Work item →
Return copies of the lines below that mention "edges".

Input data →
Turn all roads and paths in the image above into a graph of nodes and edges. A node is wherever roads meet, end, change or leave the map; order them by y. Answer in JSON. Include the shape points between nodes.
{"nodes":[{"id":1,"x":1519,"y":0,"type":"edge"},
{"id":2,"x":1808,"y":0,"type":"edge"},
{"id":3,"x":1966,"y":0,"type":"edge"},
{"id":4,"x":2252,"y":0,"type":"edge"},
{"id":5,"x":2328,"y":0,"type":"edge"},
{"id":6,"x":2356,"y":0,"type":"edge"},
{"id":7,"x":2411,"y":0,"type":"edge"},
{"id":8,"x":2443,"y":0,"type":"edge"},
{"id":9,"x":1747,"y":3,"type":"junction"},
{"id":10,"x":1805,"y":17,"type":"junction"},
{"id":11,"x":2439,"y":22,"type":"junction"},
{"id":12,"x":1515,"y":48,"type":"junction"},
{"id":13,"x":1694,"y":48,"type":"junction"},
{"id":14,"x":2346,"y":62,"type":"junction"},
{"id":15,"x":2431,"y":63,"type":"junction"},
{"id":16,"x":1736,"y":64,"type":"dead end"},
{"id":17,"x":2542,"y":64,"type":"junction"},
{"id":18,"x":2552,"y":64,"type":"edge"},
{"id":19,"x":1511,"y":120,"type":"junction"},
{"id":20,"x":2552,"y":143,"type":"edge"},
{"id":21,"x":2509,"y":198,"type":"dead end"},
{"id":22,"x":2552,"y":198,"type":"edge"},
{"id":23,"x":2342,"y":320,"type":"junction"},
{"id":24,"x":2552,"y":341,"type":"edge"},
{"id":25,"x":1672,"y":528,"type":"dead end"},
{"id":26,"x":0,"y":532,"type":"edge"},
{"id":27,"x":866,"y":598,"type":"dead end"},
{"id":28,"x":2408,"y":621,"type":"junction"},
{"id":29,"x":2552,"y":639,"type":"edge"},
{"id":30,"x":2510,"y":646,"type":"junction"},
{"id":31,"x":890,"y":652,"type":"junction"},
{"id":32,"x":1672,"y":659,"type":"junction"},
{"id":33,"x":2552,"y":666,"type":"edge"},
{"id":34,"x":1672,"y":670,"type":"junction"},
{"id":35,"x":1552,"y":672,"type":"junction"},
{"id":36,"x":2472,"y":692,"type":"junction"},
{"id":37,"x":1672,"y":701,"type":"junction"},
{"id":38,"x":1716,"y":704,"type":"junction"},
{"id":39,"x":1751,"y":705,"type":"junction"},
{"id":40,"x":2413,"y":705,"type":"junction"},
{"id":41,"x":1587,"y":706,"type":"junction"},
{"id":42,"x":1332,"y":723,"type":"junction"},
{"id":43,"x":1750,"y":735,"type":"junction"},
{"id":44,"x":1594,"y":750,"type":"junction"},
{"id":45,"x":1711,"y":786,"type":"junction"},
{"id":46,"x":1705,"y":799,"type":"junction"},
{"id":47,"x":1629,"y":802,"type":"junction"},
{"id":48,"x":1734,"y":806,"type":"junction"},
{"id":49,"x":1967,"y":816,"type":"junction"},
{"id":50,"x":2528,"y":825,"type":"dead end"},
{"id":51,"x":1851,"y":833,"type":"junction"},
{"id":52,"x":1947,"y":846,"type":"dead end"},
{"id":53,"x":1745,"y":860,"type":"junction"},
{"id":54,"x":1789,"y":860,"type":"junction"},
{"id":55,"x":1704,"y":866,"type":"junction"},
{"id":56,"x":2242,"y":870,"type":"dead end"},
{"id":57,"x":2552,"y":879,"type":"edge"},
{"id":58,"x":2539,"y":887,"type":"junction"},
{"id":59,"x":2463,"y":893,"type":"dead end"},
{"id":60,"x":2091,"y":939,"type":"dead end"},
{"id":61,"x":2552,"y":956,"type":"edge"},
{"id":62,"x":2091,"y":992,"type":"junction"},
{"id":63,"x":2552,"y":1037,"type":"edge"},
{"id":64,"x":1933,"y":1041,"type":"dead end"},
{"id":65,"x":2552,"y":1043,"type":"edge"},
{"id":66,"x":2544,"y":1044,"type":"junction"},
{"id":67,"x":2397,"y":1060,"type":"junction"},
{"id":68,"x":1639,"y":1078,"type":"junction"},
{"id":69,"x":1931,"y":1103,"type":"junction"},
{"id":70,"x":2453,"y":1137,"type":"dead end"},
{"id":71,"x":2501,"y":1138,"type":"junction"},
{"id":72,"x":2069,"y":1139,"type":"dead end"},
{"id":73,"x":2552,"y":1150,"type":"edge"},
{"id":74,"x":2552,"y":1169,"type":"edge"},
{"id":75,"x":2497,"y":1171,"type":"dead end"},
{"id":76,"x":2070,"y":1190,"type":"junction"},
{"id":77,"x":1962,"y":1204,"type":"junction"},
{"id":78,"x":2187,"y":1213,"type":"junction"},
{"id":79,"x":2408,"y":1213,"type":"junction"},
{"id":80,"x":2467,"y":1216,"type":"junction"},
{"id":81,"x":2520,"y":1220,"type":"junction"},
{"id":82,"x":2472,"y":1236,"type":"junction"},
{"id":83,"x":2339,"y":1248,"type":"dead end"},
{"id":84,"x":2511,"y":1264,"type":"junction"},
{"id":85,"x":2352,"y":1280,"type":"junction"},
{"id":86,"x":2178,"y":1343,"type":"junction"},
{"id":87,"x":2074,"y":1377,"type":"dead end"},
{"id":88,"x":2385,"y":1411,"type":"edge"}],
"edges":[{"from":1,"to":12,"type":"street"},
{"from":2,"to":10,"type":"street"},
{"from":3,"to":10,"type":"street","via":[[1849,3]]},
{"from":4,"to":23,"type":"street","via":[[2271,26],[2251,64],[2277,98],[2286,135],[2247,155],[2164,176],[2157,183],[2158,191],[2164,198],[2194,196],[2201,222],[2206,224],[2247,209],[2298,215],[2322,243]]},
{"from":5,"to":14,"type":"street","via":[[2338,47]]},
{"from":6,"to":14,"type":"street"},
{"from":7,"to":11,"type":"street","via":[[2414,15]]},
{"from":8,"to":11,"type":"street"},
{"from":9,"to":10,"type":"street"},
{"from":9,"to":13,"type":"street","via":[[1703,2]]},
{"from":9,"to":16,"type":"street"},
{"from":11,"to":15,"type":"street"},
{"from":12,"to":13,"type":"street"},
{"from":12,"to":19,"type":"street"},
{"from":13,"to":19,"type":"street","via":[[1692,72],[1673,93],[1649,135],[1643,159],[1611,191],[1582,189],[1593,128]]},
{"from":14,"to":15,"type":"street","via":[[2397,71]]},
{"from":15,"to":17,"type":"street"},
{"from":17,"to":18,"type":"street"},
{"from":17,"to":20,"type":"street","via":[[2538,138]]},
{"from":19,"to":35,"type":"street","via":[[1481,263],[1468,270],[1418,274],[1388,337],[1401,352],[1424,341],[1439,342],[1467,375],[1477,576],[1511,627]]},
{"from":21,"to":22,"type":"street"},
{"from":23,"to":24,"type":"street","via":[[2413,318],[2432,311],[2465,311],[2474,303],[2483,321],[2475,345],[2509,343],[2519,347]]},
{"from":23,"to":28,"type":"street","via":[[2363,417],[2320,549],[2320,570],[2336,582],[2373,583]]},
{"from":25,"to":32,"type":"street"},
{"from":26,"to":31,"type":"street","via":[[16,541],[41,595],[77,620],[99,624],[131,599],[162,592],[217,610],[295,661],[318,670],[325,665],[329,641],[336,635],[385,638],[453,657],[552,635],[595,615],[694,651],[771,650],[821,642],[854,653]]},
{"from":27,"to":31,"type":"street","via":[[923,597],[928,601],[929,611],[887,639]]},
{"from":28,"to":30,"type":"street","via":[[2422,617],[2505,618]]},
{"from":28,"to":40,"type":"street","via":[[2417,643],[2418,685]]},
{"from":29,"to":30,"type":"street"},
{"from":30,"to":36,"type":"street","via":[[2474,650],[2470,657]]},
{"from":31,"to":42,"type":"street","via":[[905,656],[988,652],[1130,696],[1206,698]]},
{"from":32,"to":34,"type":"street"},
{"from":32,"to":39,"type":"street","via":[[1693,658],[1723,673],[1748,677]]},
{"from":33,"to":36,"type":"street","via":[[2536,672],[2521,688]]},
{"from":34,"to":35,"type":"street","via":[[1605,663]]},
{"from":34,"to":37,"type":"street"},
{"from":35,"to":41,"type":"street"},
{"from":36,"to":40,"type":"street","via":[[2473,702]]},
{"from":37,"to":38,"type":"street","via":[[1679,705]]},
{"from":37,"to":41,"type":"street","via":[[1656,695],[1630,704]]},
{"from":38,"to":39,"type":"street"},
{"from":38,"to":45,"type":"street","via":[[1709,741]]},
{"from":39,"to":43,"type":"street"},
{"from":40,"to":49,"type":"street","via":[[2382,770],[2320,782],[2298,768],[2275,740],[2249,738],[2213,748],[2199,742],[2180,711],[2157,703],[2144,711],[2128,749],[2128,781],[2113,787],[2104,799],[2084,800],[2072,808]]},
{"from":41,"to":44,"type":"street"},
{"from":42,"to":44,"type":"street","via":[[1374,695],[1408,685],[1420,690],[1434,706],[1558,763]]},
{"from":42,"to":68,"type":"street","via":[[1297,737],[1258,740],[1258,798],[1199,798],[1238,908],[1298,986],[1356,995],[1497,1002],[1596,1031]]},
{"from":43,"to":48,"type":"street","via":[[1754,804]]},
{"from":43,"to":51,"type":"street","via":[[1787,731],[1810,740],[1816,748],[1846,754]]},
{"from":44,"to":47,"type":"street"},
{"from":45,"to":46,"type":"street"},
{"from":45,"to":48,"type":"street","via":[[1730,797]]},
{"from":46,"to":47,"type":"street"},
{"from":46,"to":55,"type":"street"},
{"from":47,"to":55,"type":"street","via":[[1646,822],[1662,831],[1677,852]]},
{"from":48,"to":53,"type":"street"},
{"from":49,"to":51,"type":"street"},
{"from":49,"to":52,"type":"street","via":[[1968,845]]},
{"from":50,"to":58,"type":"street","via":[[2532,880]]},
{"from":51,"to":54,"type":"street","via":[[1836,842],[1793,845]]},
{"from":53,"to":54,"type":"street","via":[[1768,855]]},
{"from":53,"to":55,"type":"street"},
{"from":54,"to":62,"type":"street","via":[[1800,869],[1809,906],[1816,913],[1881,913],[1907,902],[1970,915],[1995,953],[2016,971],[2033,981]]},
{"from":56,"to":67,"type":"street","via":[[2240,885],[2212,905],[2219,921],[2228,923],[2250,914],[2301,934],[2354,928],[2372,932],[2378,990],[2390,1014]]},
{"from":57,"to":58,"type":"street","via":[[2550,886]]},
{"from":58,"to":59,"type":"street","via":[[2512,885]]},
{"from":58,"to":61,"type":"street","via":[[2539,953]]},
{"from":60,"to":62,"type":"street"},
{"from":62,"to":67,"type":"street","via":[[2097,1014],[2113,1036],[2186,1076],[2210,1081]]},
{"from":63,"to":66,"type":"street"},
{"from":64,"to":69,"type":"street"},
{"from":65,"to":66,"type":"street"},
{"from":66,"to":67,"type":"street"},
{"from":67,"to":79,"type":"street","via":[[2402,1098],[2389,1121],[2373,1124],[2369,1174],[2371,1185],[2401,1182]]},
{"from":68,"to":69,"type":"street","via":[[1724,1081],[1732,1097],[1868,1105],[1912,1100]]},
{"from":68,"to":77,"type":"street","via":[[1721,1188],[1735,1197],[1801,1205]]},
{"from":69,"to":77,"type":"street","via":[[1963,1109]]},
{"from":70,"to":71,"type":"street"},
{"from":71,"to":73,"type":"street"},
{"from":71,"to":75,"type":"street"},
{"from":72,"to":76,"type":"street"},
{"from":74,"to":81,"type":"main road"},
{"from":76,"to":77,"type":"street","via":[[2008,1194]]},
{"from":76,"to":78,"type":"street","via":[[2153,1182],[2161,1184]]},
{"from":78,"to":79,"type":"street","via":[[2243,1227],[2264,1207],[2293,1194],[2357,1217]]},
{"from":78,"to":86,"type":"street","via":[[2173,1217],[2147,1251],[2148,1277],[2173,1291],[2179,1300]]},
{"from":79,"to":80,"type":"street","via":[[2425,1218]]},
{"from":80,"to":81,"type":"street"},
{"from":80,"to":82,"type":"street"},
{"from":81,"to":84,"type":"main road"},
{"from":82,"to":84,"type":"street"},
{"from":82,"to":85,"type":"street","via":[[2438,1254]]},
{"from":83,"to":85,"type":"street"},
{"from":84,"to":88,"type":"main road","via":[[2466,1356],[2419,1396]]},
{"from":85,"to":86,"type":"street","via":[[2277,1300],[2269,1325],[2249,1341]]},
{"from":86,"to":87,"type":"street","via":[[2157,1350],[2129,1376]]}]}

Solution to the problem →
Turn all roads and paths in the image above into a graph of nodes and edges. A node is wherever roads meet, end, change or leave the map; order them by y. Answer in JSON. Include the shape points between nodes.
"edges":[{"from":1,"to":12,"type":"street"},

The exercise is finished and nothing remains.